**What to produce**:
An exact transcription of all the entries is needed; pictures stay out.

**Records for processing**:
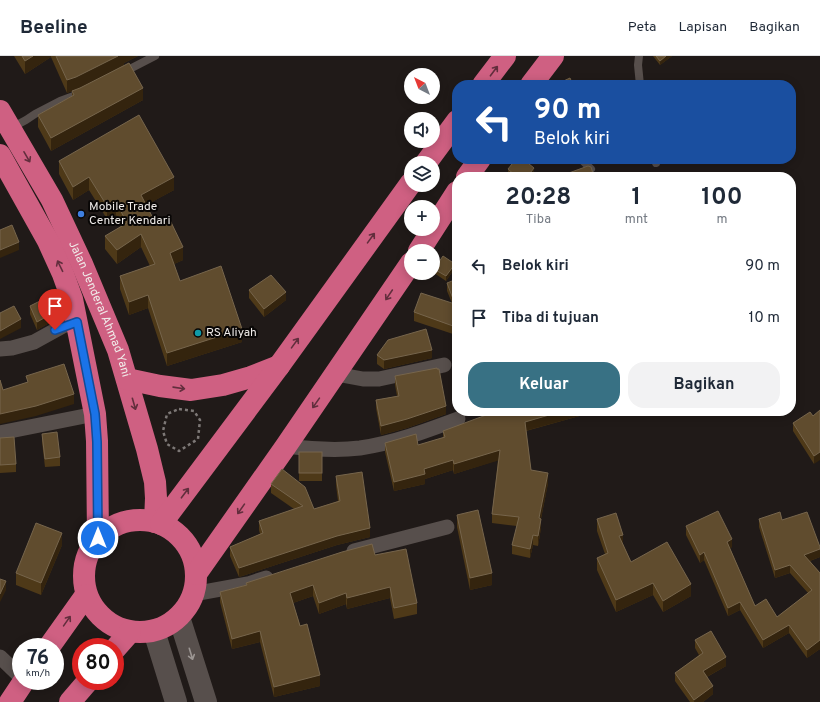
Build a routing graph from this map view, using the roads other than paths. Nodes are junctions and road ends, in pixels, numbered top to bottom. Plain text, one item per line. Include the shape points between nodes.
1 (155, 56) edge
2 (505, 56) edge
3 (553, 56) edge
4 (639, 56) edge
5 (113, 77) edge
6 (487, 80) edge
7 (538, 80) edge
8 (640, 80) edge
9 (85, 91) edge
10 (5, 120) edge
11 (452, 128) edge
12 (0, 155) edge
13 (431, 156) edge
14 (586, 164) edge
15 (591, 169) edge
16 (405, 192) edge
17 (452, 200) edge
18 (424, 244) edge
19 (404, 273) edge
20 (77, 322) junction
21 (0, 349) edge
22 (444, 365) dead end
23 (279, 366) junction
24 (336, 374) junction
25 (127, 379) junction
26 (95, 414) junction
27 (458, 419) dead end
28 (0, 433) edge
29 (286, 446) junction
30 (158, 523) junction
31 (447, 527) dead end
32 (98, 538) junction
33 (340, 554) edge
34 (276, 575) edge
35 (194, 584) junction
36 (86, 595) junction
37 (179, 617) junction
38 (154, 631) junction
39 (130, 632) junction
40 (55, 638) edge
41 (124, 639) edge
42 (0, 657) edge
43 (12, 668) edge
44 (18, 690) edge
45 (80, 690) edge
46 (10, 702) edge
47 (70, 702) edge
48 (176, 702) edge
49 (206, 702) edge

1 - 5 lane
6 -> 2 highway
3 - 7 highway
4 - 8 lane
9 - 10 lane via 60,101 26,120
10 -> 25 highway, Jalan Jenderal Ahmad Yani via 52,200 82,264 118,350
11 - 13 highway
20 -> 12 highway, Jalan Jenderal Ahmad Yani via 72,299 48,241
14 - 15 lane
23 -> 16 highway
17 - 18 highway
19 -> 24 highway
20 - 21 street via 63,326 34,342
20 - 26 highway, Jalan Jenderal Ahmad Yani
22 - 24 street via 379,379
25 -> 23 highway via 191,390 223,386
30 -> 23 highway
24 -> 29 highway
25 -> 30 highway, Jalan Jenderal Ahmad Yani via 155,482
26 - 28 street
26 - 32 highway, Jalan Jenderal Ahmad Yani
27 - 29 street via 408,437 360,448 338,450
29 -> 35 highway
30 - 32 highway via 140,520 124,522
30 - 35 highway via 179,536 191,553
31 - 33 street
32 - 36 highway via 84,565
34 - 35 street via 248,584
35 - 37 highway
36 - 39 highway via 102,620
40 -> 36 highway
37 - 38 highway
37 -> 49 main road
38 - 39 highway
38 - 48 main road
39 - 41 highway
42 - 43 street
44 - 46 highway
45 - 47 highway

**Solution to this exercise**:
Build a routing graph from this map view, using the roads other than paths. Nodes are junctions and road ends, in pixels, numbered top to bottom. Plain text, one item per line. Include the shape points between nodes.
1 (155, 56) edge
2 (505, 56) edge
3 (553, 56) edge
4 (639, 56) edge
5 (113, 77) edge
6 (487, 80) edge
7 (538, 80) edge
8 (640, 80) edge
9 (85, 91) edge
10 (5, 120) edge
11 (452, 128) edge
12 (0, 155) edge
13 (431, 156) edge
14 (586, 164) edge
15 (591, 169) edge
16 (405, 192) edge
17 (452, 200) edge
18 (424, 244) edge
19 (404, 273) edge
20 (77, 322) junction
21 (0, 349) edge
22 (444, 365) dead end
23 (279, 366) junction
24 (336, 374) junction
25 (127, 379) junction
26 (95, 414) junction
27 (458, 419) dead end
28 (0, 433) edge
29 (286, 446) junction
30 (158, 523) junction
31 (447, 527) dead end
32 (98, 538) junction
33 (340, 554) edge
34 (276, 575) edge
35 (194, 584) junction
36 (86, 595) junction
37 (179, 617) junction
38 (154, 631) junction
39 (130, 632) junction
40 (55, 638) edge
41 (124, 639) edge
42 (0, 657) edge
43 (12, 668) edge
44 (18, 690) edge
45 (80, 690) edge
46 (10, 702) edge
47 (70, 702) edge
48 (176, 702) edge
49 (206, 702) edge

1 - 5 lane
6 -> 2 highway
3 - 7 highway
4 - 8 lane
9 - 10 lane via 60,101 26,120
10 -> 25 highway, Jalan Jenderal Ahmad Yani via 52,200 82,264 118,350
11 - 13 highway
20 -> 12 highway, Jalan Jenderal Ahmad Yani via 72,299 48,241
14 - 15 lane
23 -> 16 highway
17 - 18 highway
19 -> 24 highway
20 - 21 street via 63,326 34,342
20 - 26 highway, Jalan Jenderal Ahmad Yani
22 - 24 street via 379,379
25 -> 23 highway via 191,390 223,386
30 -> 23 highway
24 -> 29 highway
25 -> 30 highway, Jalan Jenderal Ahmad Yani via 155,482
26 - 28 street
26 - 32 highway, Jalan Jenderal Ahmad Yani
27 - 29 street via 408,437 360,448 338,450
29 -> 35 highway
30 - 32 highway via 140,520 124,522
30 - 35 highway via 179,536 191,553
31 - 33 street
32 - 36 highway via 84,565
34 - 35 street via 248,584
35 - 37 highway
36 - 39 highway via 102,620
40 -> 36 highway
37 - 38 highway
37 -> 49 main road
38 - 39 highway
38 - 48 main road
39 - 41 highway
42 - 43 street
44 - 46 highway
45 - 47 highway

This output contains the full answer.